Row key design strategies in Hadoop - Time & Space Complexity
When working with Hadoop, how we design row keys affects how fast data can be found and stored.
We want to know how the choice of row keys changes the work Hadoop does as data grows.
Analyze the time complexity of this simple row key scan in Hadoop.
Scan scan = new Scan();
scan.setStartRow(startKey);
scan.setStopRow(stopKey);
ResultScanner scanner = table.getScanner(scan);
for (Result result : scanner) {
// process each row
}
scanner.close();
This code scans rows between two keys and processes each row found.
Look at what repeats as data grows.
- Primary operation: Scanning rows between startKey and stopKey.
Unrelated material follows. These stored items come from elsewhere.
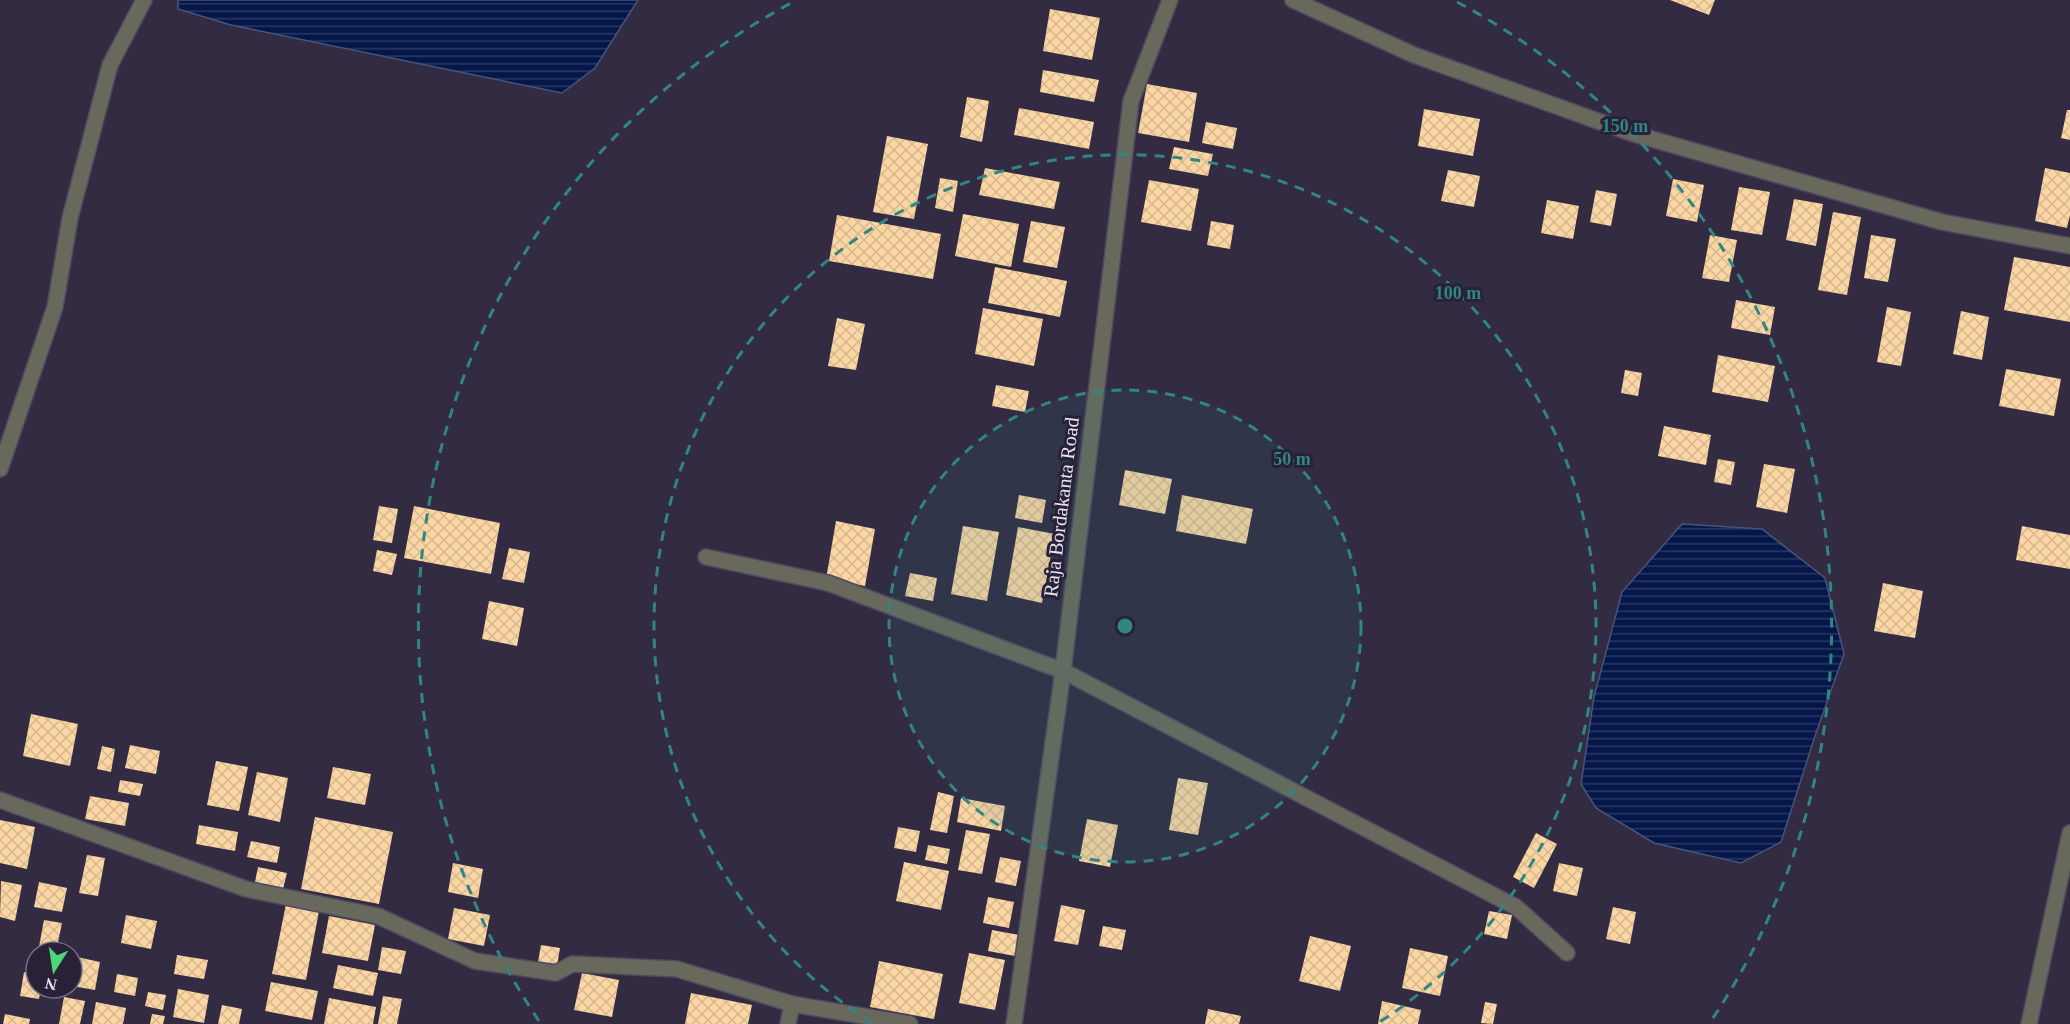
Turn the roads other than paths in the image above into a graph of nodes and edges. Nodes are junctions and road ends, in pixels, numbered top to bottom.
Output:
1 (144, 0) edge
2 (1170, 0) edge
3 (1293, 0) edge
4 (2070, 246) edge
5 (0, 469) edge
6 (706, 557) dead end
7 (1063, 671) junction
8 (0, 800) edge
9 (2070, 833) edge
10 (1567, 953) dead end
11 (792, 1004) junction
12 (788, 1024) edge
13 (910, 1024) edge
14 (1014, 1024) edge
15 (2029, 1024) edge

1 - 5 street
2 - 7 street, Raja Bordakanta Road
3 - 4 street
6 - 7 street
7 - 10 street
7 - 14 street, Raja Bordakanta Road
8 - 11 street
9 - 15 street
11 - 12 street
11 - 13 street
- How many times: Once per row in the key range, which depends on how keys are distributed.
As the number of rows between startKey and stopKey grows, the scan takes longer.
| Input Size (rows scanned) | Approx. Operations |
|---|---|
| 10 | 10 row reads |
| 100 | 100 row reads |
| 1000 | 1000 row reads |
Pattern observation: The work grows directly with how many rows the scan covers.
Time Complexity: O(n)
This means the time to scan grows in a straight line with the number of rows scanned.
[X] Wrong: "Choosing any row key design will give the same scan speed."
[OK] Correct: If row keys are not well designed, data can cluster badly, causing scans to read many unwanted rows and slow down.
Understanding how row key design affects scan time shows you know how data layout impacts performance in big data systems.
"What if we changed the row key to include a timestamp prefix? How would that affect the scan time complexity?"